Website security is not something that nonteckie website owners think about on a regular basis – if at all. Maybe it’s like home insurance, you only think about it when something happens!

Let me get something out of the way first though, no website is 100% secure. The good news is, is that you can make it more secure than most other sites out there with the right knowledge and advice.

Have you ever thought what you would do if your website was ever hacked and taken down, or taken over and the hacker demanded money to give it you back? It happens. The worst-case scenario is that you have to pay for a brand-new website build. That is the worst case and the developers should have at least a copy of it, even if an old one. Without scaremongering, you can indeed get a new site built and make it even better, but if the security features still aren’t there, then you’re going to run into the same issues at some point.

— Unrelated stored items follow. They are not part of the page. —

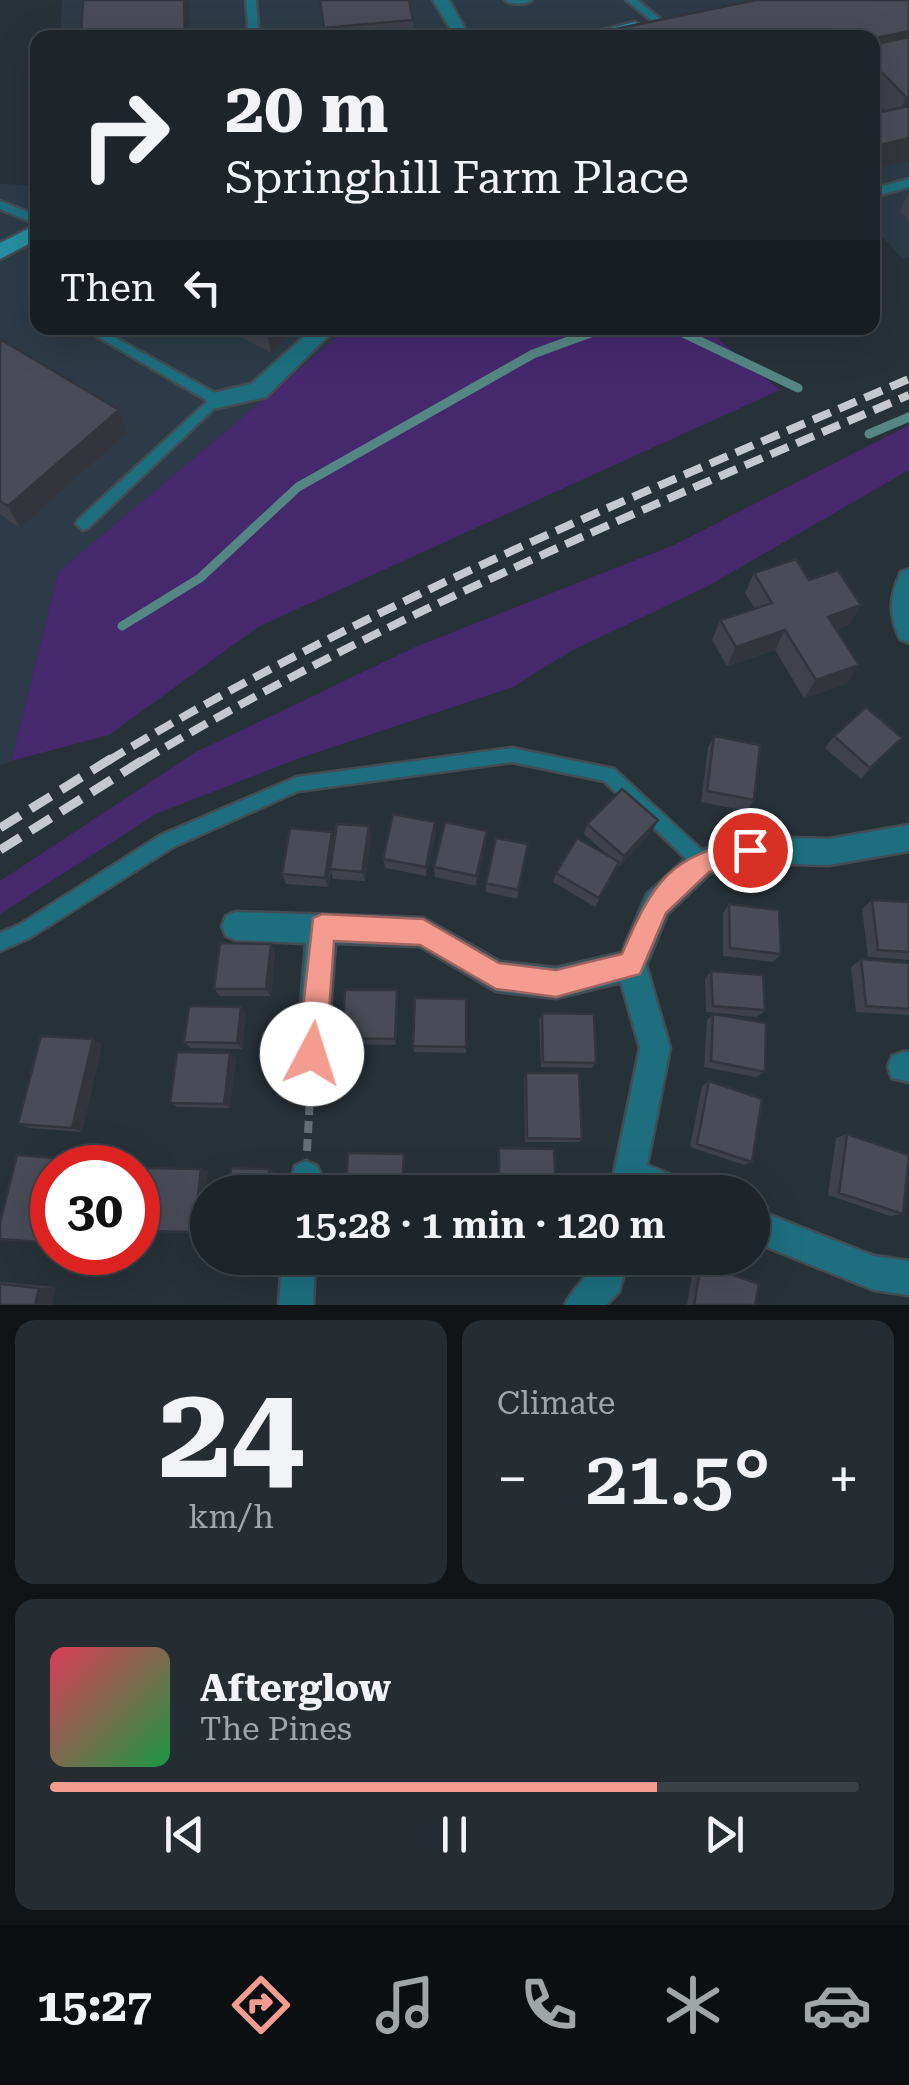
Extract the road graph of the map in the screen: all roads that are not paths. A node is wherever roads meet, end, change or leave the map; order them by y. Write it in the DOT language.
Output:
graph roads {
  1 [pos="251,0"];
  2 [pos="440,0"];
  3 [pos="510,0"];
  4 [pos="528,0"];
  5 [pos="630,0"];
  6 [pos="678,18"];
  7 [pos="659,22"];
  8 [pos="253,30"];
  9 [pos="457,30"];
  10 [pos="620,30"];
  11 [pos="909,183"];
  12 [pos="880,191"];
  13 [pos="0,205"];
  14 [pos="30,218"];
  15 [pos="30,235"];
  16 [pos="0,252"];
  17 [pos="101,335"];
  18 [pos="319,335"];
  19 [pos="217,400"];
  20 [pos="83,524"];
  21 [pos="909,580"];
  22 [pos="909,632"];
  23 [pos="909,838"];
  24 [pos="702,862"];
  25 [pos="236,926"];
  26 [pos="322,927"];
  27 [pos="0,942"];
  28 [pos="631,965"];
  29 [pos="312,1054"];
  30 [pos="630,1175"];
  31 [pos="770,1231"];
  32 [pos="299,1275"];
  33 [pos="608,1275"];
  34 [pos="909,1278"];
  35 [pos="296,1305"];
  36 [pos="582,1305"];
  1 -- 8 [label="lane"];
  2 -- 9 [label="street"];
  3 -- 4 [label="lane"];
  5 -- 7 [label="lane"];
  6 -- 7 [label="street"];
  7 -- 10 [label="street"];
  11 -- 12 [label="lane"];
  13 -- 14 [label="lane"];
  15 -- 16 [label="street"];
  17 -- 19 [label="lane"];
  18 -- 19 [label="street"];
  19 -- 20 [label="lane"];
  21 -- 22 [label="street"];
  23 -- 24 [label="street"];
  24 -- 27 [label="lane"];
  24 -- 28 [label="street"];
  25 -- 26 [label="street"];
  26 -- 28 [label="street"];
  26 -- 29 [label="street"];
  28 -- 30 [label="street"];
  31 -- 34 [label="street"];
  32 -- 35 [label="street"];
  33 -- 36 [label="street"];
}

One website that we look after, I set it so each time someone tried to gain access, I received an email. I was receiving over 30 emails an hour at one point. It’s not as though someone is sitting there – it’s automated and the software the hackers use is looking for vulnerabilities. So, if you think your website is sitting there under the radar, I’m afraid you’ll be mistaken.

So, what can you do?

  1. Get a good quality security plugin for the website
  2. Look to see if you can get the website to sit behind a firewall
  3. Check to see if your website shows https in the address bar showing if you’ve got a security certificate
  4. Take regular backups of the site
  5. Keep all plugins, themes (and WordPress if applicable) up to date

Again, it’s not going to make your site impervious to everything but most attacks. But if the worst were to happen, at least you have a backup and can reinstall it.

Alternatively, pay for a professional company to do it and then it’s their responsibility to look after it all.